■ What is needed ■
In the entries below, find each line where the word "roads" appears and give only the total count of such lines.
>>
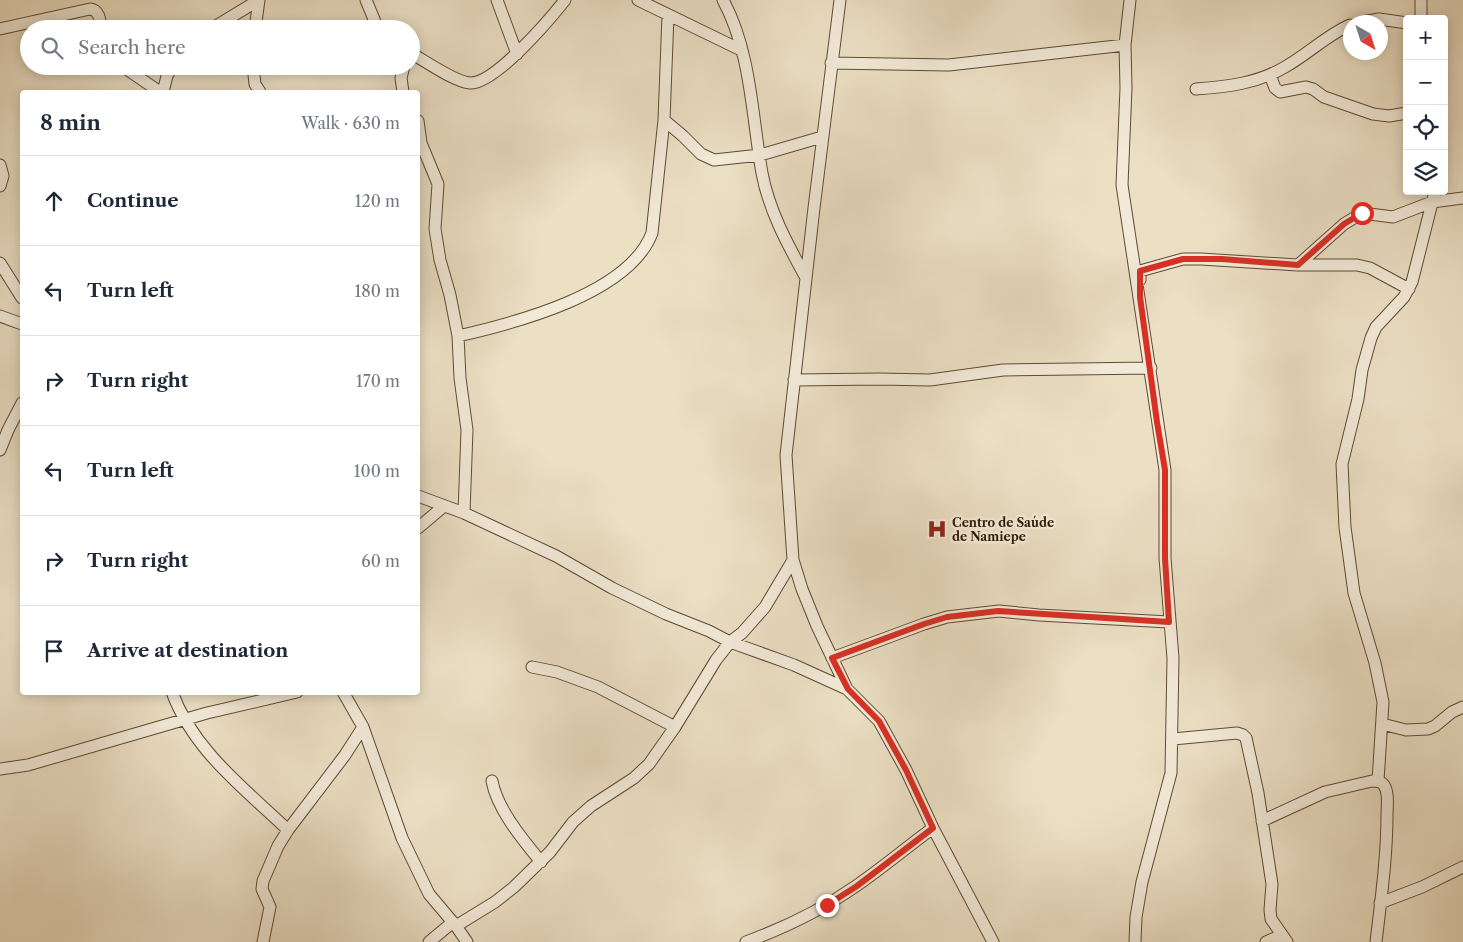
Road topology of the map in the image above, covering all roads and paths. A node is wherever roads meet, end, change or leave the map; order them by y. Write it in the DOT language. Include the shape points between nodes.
graph roads {
  1 [pos="259,0"];
  2 [pos="366,0"];
  3 [pos="496,0"];
  4 [pos="565,0"];
  5 [pos="638,0"];
  6 [pos="723,0"];
  7 [pos="840,0"];
  8 [pos="1130,0"];
  9 [pos="1421,0"];
  10 [pos="668,15"];
  11 [pos="1421,15"];
  12 [pos="40,20"];
  13 [pos="99,20"];
  14 [pos="226,20"];
  15 [pos="256,20"];
  16 [pos="374,20"];
  17 [pos="1388,20"];
  18 [pos="1403,22"];
  19 [pos="20,25"];
  20 [pos="1343,28"];
  21 [pos="0,29"];
  22 [pos="1125,45"];
  23 [pos="741,50"];
  24 [pos="517,54"];
  25 [pos="420,58"];
  26 [pos="831,63"];
  27 [pos="136,75"];
  28 [pos="168,75"];
  29 [pos="254,75"];
  30 [pos="402,75"];
  31 [pos="1270,75"];
  32 [pos="1196,89"];
  33 [pos="159,90"];
  34 [pos="163,90"];
  35 [pos="259,90"];
  36 [pos="403,90"];
  37 [pos="1403,114"];
  38 [pos="664,120"];
  39 [pos="420,137"];
  40 [pos="822,137"];
  41 [pos="760,155"];
  42 [pos="0,165"];
  43 [pos="0,186"];
  44 [pos="1433,197"];
  45 [pos="1463,198"];
  46 [pos="0,263"];
  47 [pos="1298,265"];
  48 [pos="806,278"];
  49 [pos="1409,289"];
  50 [pos="20,295"];
  51 [pos="1140,297"];
  52 [pos="0,316"];
  53 [pos="20,323"];
  54 [pos="458,336"];
  55 [pos="1151,368"];
  56 [pos="794,380"];
  57 [pos="20,407"];
  58 [pos="0,450"];
  59 [pos="420,497"];
  60 [pos="444,506"];
  61 [pos="464,513"];
  62 [pos="420,526"];
  63 [pos="793,560"];
  64 [pos="1169,622"];
  65 [pos="730,642"];
  66 [pos="832,658"];
  67 [pos="532,667"];
  68 [pos="848,689"];
  69 [pos="173,695"];
  70 [pos="284,695"];
  71 [pos="345,695"];
  72 [pos="1463,707"];
  73 [pos="184,719"];
  74 [pos="1382,724"];
  75 [pos="363,727"];
  76 [pos="675,727"];
  77 [pos="1172,739"];
  78 [pos="0,769"];
  79 [pos="492,781"];
  80 [pos="1378,781"];
  81 [pos="1262,820"];
  82 [pos="933,828"];
  83 [pos="288,830"];
  84 [pos="541,862"];
  85 [pos="1463,867"];
  86 [pos="1380,903"];
  87 [pos="455,924"];
  88 [pos="1284,938"];
  89 [pos="263,942"];
  90 [pos="429,942"];
  91 [pos="467,942"];
  92 [pos="746,942"];
  93 [pos="993,942"];
  94 [pos="1135,942"];
  95 [pos="1266,942"];
  96 [pos="1376,942"];
  1 -- 14 [label="street"];
  1 -- 15 [label="street"];
  2 -- 16 [label="street"];
  3 -- 24 [label="street"];
  4 -- 24 [label="street"];
  5 -- 10 [label="street"];
  6 -- 23 [label="street" via="736,27"];
  7 -- 26 [label="street"];
  8 -- 22 [label="street"];
  9 -- 11 [label="street"];
  10 -- 23 [label="street"];
  10 -- 38 [label="street"];
  12 -- 13 [label="street" via="90,9 96,12"];
  17 -- 18 [label="street"];
  19 -- 21 [label="street"];
  20 -- 31 [label="street"];
  22 -- 26 [label="street" via="949,64"];
  22 -- 51 [label="street" via="1122,185"];
  23 -- 41 [label="street"];
  24 -- 25 [label="street" via="486,76 468,83"];
  26 -- 40 [label="street"];
  27 -- 33 [label="street"];
  28 -- 34 [label="street"];
  29 -- 35 [label="street"];
  30 -- 36 [label="street"];
  31 -- 32 [label="street" via="1237,85"];
  31 -- 37 [label="street" via="1280,92 1313,89 1324,97 1373,114"];
  38 -- 41 [label="street" via="707,158"];
  38 -- 54 [label="street" via="652,233 646,248 634,261 587,293 560,306 529,318"];
  39 -- 54 [label="street" via="438,184 435,229"];
  40 -- 41 [label="street"];
  40 -- 48 [label="street"];
  41 -- 48 [label="street" via="771,205"];
  42 -- 43 [label="street" via="3,176"];
  44 -- 45 [label="street"];
  44 -- 47 [label="street" via="1393,217 1362,213 1344,224"];
  44 -- 49 [label="street"];
  46 -- 50 [label="street"];
  47 -- 49 [label="street" via="1364,266"];
  47 -- 51 [label="street" via="1183,259 1140,271"];
  48 -- 56 [label="street"];
  49 -- 74 [label="street" via="1376,327 1371,338 1342,464 1345,526 1354,593 1379,679"];
  51 -- 55 [label="street"];
  52 -- 53 [label="street"];
  54 -- 61 [label="street" via="467,430"];
  55 -- 56 [label="street" via="1003,370 923,380"];
  55 -- 64 [label="street" via="1165,470"];
  56 -- 63 [label="street" via="786,455"];
  57 -- 58 [label="street"];
  59 -- 60 [label="street"];
  60 -- 61 [label="street"];
  60 -- 62 [label="street"];
  61 -- 65 [label="street" via="556,556 612,588"];
  63 -- 65 [label="street" via="765,606"];
  63 -- 66 [label="street"];
  64 -- 66 [label="street" via="998,611 947,617"];
  64 -- 77 [label="street" via="1173,658"];
  65 -- 68 [label="street"];
  65 -- 76 [label="street" via="705,676"];
  66 -- 68 [label="street"];
  67 -- 76 [label="street" via="598,686"];
  68 -- 82 [label="street" via="879,721"];
  69 -- 73 [label="street"];
  70 -- 73 [label="street"];
  71 -- 75 [label="street"];
  72 -- 74 [label="street" via="1428,729 1406,730"];
  73 -- 78 [label="street" via="36,762"];
  73 -- 83 [label="street" via="215,761"];
  74 -- 80 [label="street"];
  75 -- 83 [label="street"];
  75 -- 87 [label="street" via="402,838 429,894"];
  76 -- 84 [label="street" via="649,764 573,822"];
  77 -- 81 [label="street" via="1243,735"];
  77 -- 94 [label="street" via="1171,773 1142,882"];
  79 -- 84 [label="street" via="501,807"];
  80 -- 81 [label="street" via="1325,792"];
  80 -- 86 [label="street" via="1384,786 1387,802 1386,860"];
  81 -- 88 [label="street" via="1272,884 1270,910"];
  82 -- 92 [label="street" via="827,905"];
  82 -- 93 [label="street"];
  83 -- 89 [label="street" via="263,881 263,894 270,907"];
  84 -- 87 [label="street" via="495,902"];
  85 -- 86 [label="street" via="1422,888"];
  86 -- 96 [label="street"];
  87 -- 90 [label="street"];
  87 -- 91 [label="street"];
  88 -- 95 [label="street"];
}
<<
■ Reply to the task ■
2